Results: Fifteen articles describing 12 OMIs (Colorado Adult Joint Assessment Scale, Functional Independence Score in Haemophilia, Haemophilia Joint Health Score, Four Square Step Test, M3 diagnos, Microsoft Kinect V2 sensor, Three-Dimensional Gait Analysis, Timed Up and Go, and Short Physical Performance Battery) were included. Out of the nine possible measurement properties defined by COSMIN, six were examined: construct validity (convergent and discriminative), reliability, measurement error, internal consistency, criterion validity and responsiveness. None of the included OMIs has sufficiently described measurement properties. Overall, the quality of evidence of all evaluated measurement properties was ‘very low’ in 77%, ‘low’ in 8% and ‘moderate’ in 15%. Furthermore, the rating of the criteria for good measurement properties could not be determined in 54%.
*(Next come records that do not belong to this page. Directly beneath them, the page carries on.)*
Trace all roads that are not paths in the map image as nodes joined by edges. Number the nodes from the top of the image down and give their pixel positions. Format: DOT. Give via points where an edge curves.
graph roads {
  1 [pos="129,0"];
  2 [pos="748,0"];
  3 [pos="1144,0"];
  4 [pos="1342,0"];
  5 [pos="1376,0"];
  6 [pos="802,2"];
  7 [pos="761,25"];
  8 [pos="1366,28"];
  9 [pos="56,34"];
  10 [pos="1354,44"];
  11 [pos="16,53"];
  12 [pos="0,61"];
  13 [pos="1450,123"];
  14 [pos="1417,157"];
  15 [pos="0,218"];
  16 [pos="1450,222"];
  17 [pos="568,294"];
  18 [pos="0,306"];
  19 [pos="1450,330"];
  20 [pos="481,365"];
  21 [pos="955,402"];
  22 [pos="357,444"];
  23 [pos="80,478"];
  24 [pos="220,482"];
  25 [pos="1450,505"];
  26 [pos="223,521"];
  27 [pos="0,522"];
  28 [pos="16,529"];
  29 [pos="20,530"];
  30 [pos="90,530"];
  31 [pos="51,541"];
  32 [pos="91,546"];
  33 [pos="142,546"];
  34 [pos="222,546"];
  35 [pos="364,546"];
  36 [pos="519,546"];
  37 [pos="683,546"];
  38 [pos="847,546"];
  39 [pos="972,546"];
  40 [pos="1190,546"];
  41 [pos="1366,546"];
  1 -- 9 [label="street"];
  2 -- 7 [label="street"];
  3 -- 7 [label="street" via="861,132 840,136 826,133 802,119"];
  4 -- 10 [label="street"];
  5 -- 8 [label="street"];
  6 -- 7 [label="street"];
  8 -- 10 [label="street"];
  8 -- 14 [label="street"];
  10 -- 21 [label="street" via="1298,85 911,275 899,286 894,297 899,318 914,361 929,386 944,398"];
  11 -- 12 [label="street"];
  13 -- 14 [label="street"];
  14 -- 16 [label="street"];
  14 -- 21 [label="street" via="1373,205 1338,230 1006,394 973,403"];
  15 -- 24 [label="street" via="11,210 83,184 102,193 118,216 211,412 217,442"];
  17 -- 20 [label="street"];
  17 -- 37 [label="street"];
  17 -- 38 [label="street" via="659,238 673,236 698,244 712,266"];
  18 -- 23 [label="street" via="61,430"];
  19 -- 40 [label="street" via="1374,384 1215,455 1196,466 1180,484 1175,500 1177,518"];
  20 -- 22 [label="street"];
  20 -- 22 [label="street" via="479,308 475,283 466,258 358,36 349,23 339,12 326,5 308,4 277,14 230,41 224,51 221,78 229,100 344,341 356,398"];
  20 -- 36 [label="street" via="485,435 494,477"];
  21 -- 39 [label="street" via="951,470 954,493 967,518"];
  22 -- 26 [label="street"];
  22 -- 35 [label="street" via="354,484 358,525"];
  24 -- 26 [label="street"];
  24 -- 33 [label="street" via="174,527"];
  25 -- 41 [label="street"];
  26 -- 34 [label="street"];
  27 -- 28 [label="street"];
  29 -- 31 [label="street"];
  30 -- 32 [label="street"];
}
Discussion/Conclusion: Only the Haemophilia Joint Health Score 2.1 showed ‘sufficient’ convergent validity with ‘moderate’ quality of evidence and can be recommended. Due to the unsatisfactory methodological quality of the included studies and low quality of evidence, it still remains a challenge for researchers and clinicians to select appropriate OMIs for adult PwH. Further clinimetric studies are urgently needed and it is highly recommended to follow the COSMIN reporting guidelines for their conduction.

Disclosure of Interest: A. Bärlocher Grant/Research support from: Novonordisk, A. Juanós Solé Grant/Research support from: Novonordisk, N. Pecorelli Grant/Research support from: Novonordisk, R. Knols: None declared, E. de Bruin: None declared, P. Baschung Pfister Grant/Research support from: Novonordisk.